“When it comes to the COVID-19 pandemic, there’s no doubt in my mind that if Prime was not here, the surge would have crushed this hospital … We were able to pivot quickly — from securing massive amounts of PPE for staff and patients, to getting a federal DMAT team, to expanding ICU capacity, flexing beds, and even standing up care tents in our parking lot.”
– Dan Jones, CPPS, FACHE, CEO, St. Francis Medical Center
The COVID-19 pandemic has demonstrated that integrated health systems are often vital resources when responding to a public health crisis. The ability to seamlessly shift supplies and staffing to harder hit facilities, and — in some cases — to designate COVID-19 and non-COVID-19 facilities, gave many hospitals the flexibility to manage scarce resources during this crisis.
According to a new report by Kaufman Hall, hospitals that had integrated with academic medical centers also cited their ability to participate in treatment and vaccine trials, and to have access to the latest care protocols in treating COVID-19 patients, as real benefits to the health of the patients and communities they serve. Although research on the relationship between integration and the response to the COVID-19 pandemic is still in the formative stages, a March 2021 article in Health Affairs by noted health care futurists Jeff Goldsmith and Ian Morrison suggests that multi-hospital health systems appear to have made a “decisive difference” in the pandemic.

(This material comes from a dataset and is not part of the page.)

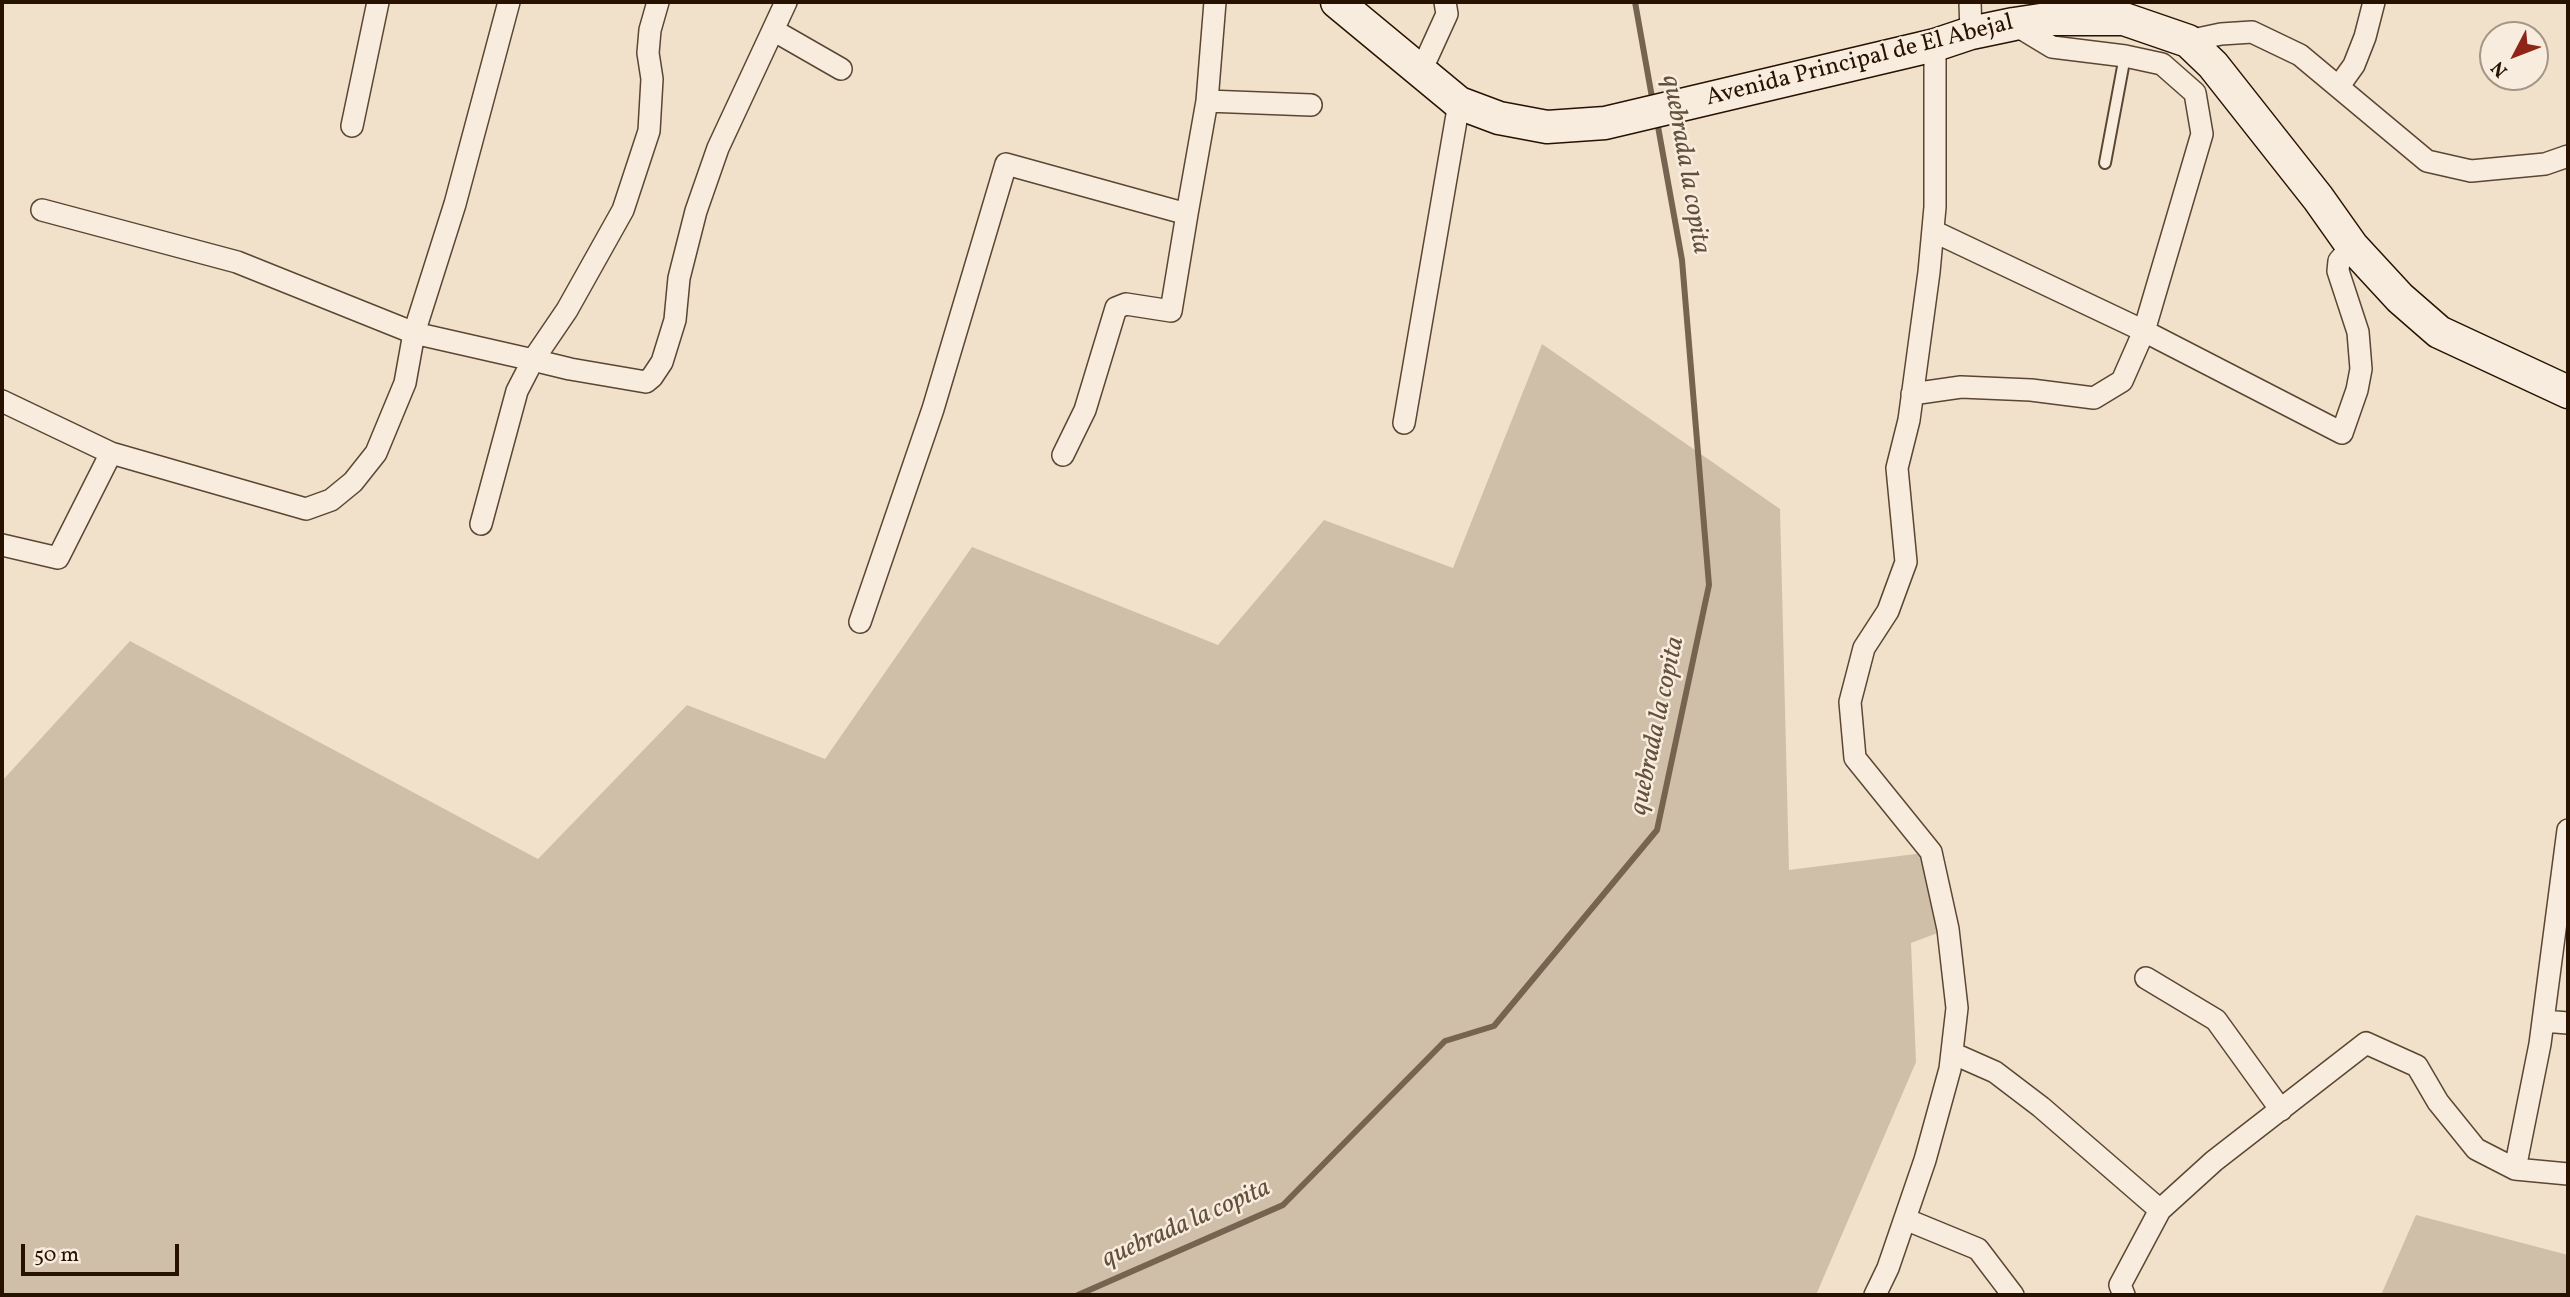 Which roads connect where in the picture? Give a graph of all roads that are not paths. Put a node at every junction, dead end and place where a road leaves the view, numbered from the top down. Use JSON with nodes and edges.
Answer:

According to Goldsmith and Morrison, the scale and geographic reach of integrated systems were “a big advantage” as facilities quickly responded to the pandemic. For example, the sophisticated IT infrastructure and expertise of multi-hospital systems made possible their rapid transition to telehealth in the early days of the pandemic. Similarly, the community-wide reach of health systems enabled these organizations to aggressively vaccinate thousands of caregivers within days of vaccines becoming available.